[Working data]

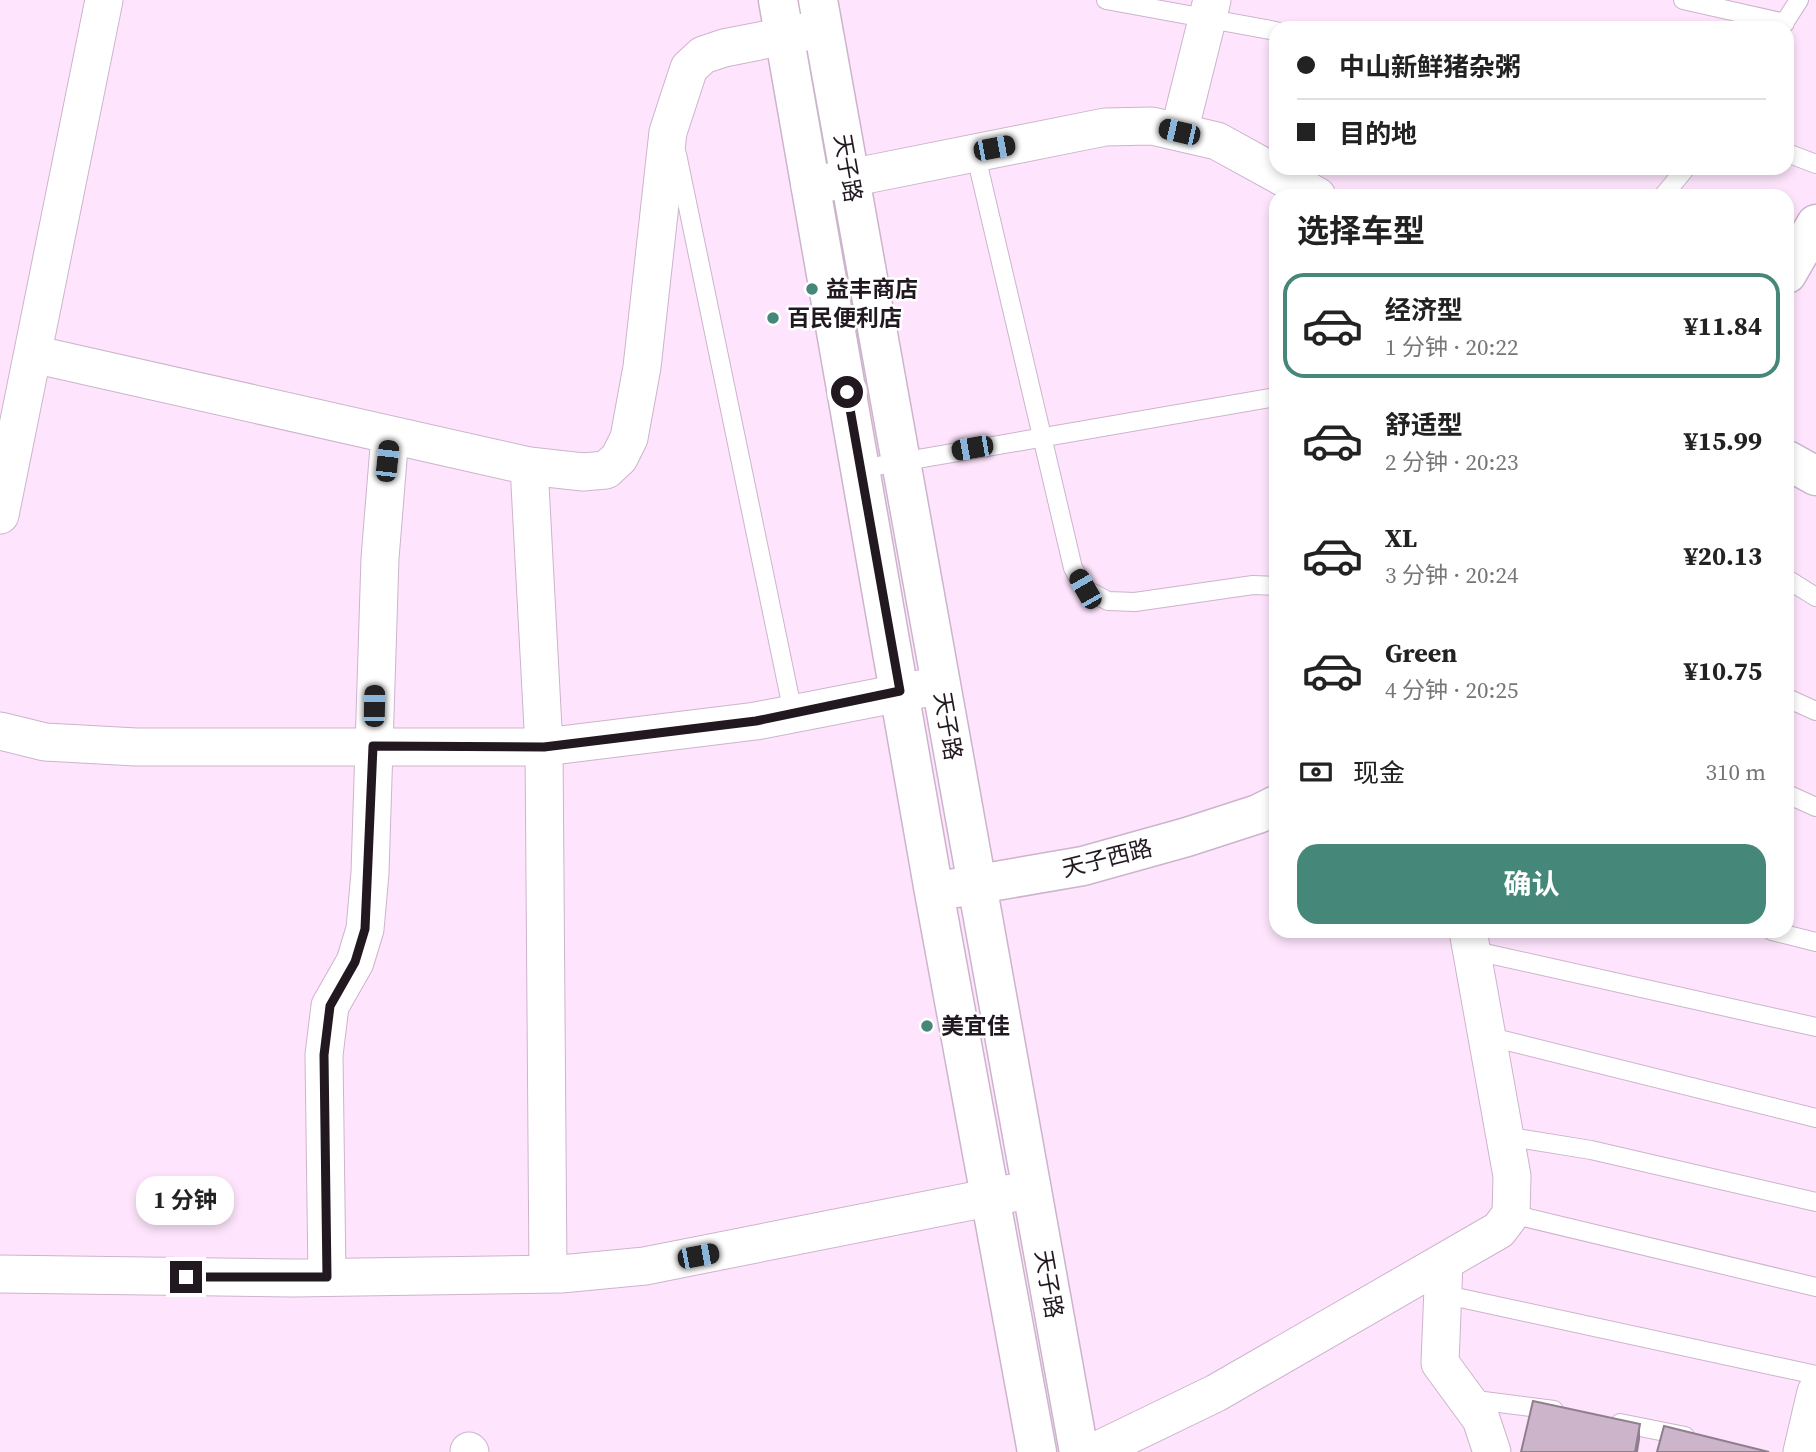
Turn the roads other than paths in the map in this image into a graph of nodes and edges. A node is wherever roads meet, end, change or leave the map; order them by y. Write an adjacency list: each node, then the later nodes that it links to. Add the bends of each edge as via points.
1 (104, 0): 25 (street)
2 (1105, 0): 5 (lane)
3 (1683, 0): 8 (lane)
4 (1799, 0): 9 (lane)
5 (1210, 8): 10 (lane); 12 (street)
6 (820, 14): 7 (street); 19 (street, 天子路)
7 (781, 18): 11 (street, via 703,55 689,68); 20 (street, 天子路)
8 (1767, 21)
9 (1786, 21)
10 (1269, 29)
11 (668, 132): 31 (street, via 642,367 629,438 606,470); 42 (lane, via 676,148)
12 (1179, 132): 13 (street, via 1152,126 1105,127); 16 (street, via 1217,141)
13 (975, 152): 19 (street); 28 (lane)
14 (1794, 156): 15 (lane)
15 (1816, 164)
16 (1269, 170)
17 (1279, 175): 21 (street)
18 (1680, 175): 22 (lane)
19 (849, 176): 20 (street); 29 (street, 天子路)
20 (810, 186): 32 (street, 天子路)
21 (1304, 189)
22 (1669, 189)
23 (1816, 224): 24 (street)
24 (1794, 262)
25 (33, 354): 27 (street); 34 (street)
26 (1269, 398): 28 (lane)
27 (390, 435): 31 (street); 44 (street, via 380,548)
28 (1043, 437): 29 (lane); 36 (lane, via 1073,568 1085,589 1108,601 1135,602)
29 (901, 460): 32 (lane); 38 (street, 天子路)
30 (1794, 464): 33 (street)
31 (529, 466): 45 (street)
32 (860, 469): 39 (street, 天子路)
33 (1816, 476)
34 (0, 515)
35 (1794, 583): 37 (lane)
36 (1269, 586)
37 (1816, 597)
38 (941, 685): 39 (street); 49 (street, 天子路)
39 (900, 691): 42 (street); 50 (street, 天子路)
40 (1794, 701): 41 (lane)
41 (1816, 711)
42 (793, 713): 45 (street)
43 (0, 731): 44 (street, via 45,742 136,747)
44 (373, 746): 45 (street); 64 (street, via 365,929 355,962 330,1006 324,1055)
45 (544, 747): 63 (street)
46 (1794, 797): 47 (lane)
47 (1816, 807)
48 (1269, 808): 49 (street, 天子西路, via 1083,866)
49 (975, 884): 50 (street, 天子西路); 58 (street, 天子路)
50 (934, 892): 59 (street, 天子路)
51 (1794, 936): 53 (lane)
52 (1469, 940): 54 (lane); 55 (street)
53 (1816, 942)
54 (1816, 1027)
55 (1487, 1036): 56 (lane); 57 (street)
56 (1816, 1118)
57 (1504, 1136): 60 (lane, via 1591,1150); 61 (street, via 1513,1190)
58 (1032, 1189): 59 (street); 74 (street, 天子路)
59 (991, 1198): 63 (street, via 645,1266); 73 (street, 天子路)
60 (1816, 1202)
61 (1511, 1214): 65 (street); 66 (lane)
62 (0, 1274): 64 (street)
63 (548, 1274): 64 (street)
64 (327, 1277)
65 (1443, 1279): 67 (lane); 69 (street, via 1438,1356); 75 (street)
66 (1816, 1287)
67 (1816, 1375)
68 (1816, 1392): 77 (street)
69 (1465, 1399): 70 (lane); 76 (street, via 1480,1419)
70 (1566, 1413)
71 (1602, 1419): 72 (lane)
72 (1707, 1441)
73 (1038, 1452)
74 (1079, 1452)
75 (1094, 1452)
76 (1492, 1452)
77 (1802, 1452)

[/Working data]

# The task
Above are the records; report each line in them that includes the word "天子西路".

# Answer area
48 (1269, 808): 49 (street, 天子西路, via 1083,866)
49 (975, 884): 50 (street, 天子西路); 58 (street, 天子路)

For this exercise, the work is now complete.